Copy every line from the data below in which the string "Salem" can be found.

(Data Opens)

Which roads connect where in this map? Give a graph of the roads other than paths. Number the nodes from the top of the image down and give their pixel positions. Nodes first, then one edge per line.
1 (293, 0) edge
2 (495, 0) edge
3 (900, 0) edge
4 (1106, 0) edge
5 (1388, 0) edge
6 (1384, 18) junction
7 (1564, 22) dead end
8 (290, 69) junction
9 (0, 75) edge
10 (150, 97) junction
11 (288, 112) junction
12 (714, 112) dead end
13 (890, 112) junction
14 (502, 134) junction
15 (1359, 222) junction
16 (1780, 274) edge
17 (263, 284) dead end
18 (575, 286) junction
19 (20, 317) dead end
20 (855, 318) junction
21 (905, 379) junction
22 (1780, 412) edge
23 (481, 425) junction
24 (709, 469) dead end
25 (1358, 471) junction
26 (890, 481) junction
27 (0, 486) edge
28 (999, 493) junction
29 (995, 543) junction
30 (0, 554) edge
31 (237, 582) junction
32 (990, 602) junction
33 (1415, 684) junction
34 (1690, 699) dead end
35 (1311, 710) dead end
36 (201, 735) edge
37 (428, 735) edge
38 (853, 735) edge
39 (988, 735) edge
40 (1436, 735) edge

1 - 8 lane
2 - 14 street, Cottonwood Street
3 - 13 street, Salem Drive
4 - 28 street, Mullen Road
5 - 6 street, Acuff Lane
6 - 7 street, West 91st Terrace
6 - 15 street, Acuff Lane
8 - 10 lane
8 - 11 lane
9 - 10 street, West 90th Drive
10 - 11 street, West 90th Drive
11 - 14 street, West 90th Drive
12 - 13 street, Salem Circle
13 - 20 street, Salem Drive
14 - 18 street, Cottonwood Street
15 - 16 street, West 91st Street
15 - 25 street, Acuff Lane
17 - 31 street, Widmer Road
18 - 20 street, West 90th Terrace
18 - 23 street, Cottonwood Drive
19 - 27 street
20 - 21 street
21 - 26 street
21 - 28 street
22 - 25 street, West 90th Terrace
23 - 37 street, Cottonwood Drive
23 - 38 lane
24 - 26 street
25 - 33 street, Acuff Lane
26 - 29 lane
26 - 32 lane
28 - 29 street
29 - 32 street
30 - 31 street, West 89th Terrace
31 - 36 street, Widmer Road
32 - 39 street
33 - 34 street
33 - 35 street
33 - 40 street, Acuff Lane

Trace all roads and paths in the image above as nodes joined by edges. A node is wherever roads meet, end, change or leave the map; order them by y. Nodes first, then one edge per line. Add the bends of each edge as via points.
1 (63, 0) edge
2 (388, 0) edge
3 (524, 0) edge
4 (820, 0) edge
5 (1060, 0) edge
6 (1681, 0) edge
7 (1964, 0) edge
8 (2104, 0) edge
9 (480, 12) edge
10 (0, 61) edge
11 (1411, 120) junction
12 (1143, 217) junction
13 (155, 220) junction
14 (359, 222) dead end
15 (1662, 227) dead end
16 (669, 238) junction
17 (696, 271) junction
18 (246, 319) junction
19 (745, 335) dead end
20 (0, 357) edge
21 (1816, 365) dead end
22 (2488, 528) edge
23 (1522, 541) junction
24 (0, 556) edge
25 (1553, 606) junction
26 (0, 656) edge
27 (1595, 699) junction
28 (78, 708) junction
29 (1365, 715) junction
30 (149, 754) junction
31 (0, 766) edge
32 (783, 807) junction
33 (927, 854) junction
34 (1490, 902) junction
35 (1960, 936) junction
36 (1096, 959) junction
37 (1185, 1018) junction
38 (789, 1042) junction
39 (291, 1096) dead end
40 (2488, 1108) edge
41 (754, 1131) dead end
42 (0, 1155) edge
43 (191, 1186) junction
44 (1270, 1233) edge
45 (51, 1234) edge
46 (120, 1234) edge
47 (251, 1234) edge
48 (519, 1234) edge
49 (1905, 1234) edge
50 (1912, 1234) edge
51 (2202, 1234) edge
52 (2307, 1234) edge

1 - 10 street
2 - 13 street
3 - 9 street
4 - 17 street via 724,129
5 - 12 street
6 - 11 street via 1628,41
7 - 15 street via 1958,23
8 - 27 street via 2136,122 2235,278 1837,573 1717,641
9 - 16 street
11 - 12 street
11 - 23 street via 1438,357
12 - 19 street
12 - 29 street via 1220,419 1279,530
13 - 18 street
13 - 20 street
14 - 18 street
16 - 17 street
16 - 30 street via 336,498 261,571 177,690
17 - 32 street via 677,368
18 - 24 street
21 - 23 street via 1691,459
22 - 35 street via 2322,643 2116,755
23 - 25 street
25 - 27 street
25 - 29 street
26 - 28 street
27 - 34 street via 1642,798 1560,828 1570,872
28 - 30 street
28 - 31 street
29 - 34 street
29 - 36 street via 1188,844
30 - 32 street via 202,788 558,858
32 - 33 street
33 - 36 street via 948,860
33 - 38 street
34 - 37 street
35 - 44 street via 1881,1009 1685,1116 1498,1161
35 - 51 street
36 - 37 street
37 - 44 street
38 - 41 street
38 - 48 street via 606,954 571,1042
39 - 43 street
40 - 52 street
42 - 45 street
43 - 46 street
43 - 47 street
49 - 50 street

(Data Closes)

#### Solution for this task:
3 - 13 street, Salem Drive
12 - 13 street, Salem Circle
13 - 20 street, Salem Drive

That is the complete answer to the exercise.